■ **Exercise description**
Every line in the data below that includes "lane" belongs in the answer, copied as it stands.

[Stored data entries]
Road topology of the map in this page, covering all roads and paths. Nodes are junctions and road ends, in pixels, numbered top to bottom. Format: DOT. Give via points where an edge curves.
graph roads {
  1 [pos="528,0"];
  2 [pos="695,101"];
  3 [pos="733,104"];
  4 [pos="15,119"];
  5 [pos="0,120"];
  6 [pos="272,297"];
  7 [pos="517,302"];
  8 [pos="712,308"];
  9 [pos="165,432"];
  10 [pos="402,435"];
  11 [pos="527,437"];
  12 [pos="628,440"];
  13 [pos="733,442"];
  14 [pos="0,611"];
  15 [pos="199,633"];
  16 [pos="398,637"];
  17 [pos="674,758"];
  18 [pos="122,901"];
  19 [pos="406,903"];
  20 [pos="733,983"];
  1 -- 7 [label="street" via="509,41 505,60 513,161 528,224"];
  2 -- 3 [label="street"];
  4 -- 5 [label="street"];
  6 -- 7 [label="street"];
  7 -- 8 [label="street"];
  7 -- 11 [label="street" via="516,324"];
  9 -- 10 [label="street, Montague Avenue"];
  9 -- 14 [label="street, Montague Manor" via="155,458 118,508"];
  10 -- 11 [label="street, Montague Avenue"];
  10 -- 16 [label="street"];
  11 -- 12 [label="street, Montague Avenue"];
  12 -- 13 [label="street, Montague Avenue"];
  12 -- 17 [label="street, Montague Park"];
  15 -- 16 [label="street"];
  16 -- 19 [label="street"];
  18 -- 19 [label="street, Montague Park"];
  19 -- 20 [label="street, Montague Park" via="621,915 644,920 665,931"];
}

--

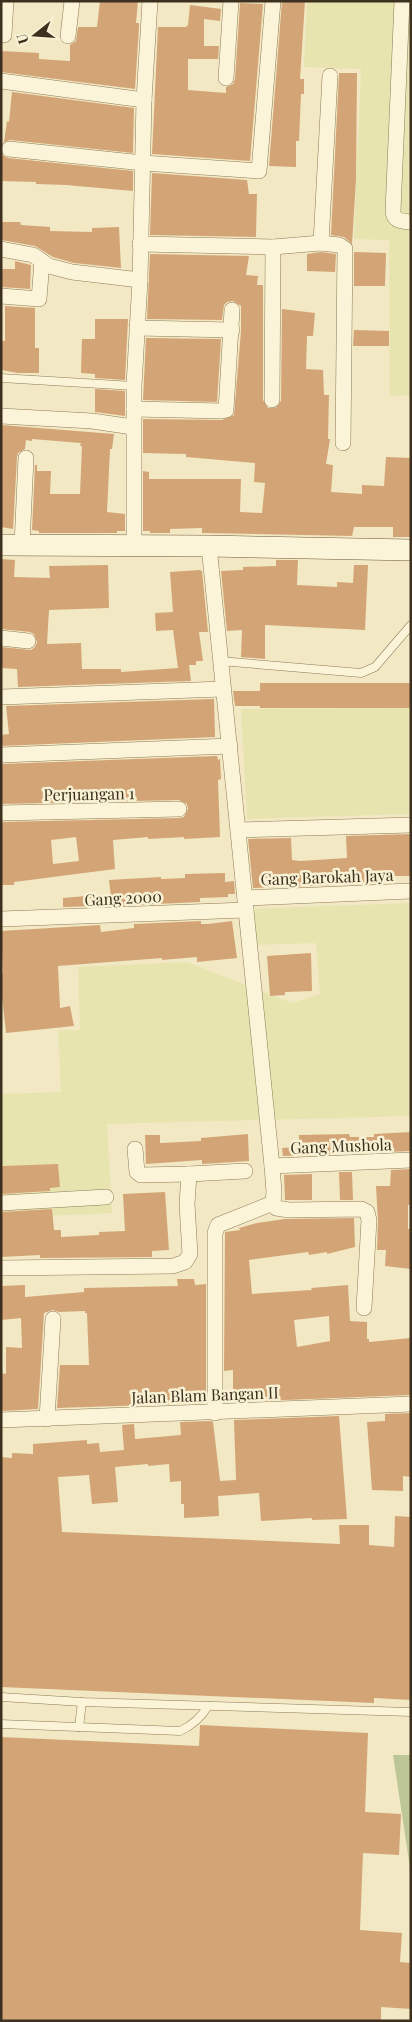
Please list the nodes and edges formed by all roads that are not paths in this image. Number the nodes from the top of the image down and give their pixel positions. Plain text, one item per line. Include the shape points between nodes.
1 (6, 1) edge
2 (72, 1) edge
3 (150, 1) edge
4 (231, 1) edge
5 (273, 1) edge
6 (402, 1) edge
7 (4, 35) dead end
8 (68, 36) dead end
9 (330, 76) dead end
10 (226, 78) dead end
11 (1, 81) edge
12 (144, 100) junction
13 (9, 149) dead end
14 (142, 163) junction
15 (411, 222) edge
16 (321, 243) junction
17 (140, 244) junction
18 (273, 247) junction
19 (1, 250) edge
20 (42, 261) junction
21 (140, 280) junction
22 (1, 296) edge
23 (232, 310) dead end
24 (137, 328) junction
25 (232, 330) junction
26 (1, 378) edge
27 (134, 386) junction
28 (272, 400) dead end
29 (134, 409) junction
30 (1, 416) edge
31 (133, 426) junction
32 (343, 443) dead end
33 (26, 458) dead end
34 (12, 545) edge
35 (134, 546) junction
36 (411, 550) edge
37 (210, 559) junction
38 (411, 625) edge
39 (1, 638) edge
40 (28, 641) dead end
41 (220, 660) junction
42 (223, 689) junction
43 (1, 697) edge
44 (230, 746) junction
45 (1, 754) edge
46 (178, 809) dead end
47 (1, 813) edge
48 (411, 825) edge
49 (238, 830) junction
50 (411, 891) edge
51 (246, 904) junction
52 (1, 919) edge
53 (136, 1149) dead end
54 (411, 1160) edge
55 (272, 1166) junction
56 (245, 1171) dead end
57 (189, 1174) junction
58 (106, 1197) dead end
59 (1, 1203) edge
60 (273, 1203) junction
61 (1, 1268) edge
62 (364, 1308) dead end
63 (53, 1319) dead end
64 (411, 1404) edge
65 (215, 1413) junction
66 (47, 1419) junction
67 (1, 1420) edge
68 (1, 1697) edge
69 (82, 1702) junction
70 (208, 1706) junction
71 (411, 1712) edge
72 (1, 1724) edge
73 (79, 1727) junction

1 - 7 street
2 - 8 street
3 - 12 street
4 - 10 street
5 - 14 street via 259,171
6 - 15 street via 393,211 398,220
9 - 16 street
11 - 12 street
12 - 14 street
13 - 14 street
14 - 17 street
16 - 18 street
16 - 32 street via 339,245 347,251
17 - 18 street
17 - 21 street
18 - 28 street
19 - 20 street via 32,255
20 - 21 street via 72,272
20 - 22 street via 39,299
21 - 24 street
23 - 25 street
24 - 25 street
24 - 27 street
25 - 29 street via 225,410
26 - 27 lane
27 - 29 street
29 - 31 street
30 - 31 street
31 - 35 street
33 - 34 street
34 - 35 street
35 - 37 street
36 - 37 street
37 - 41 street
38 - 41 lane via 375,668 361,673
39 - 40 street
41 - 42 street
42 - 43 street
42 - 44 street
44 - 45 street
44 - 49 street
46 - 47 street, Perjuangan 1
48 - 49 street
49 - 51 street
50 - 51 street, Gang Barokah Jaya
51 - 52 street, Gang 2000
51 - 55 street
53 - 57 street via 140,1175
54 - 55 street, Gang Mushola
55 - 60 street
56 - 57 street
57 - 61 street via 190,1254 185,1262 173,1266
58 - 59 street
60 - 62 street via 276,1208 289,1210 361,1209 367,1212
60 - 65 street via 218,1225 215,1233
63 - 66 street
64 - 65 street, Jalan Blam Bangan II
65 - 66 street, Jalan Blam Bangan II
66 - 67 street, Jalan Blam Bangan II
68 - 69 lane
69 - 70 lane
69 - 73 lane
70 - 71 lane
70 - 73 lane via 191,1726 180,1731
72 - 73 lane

■ **Answer to the problem**
26 - 27 lane
38 - 41 lane via 375,668 361,673
68 - 69 lane
69 - 70 lane
69 - 73 lane
70 - 71 lane
70 - 73 lane via 191,1726 180,1731
72 - 73 lane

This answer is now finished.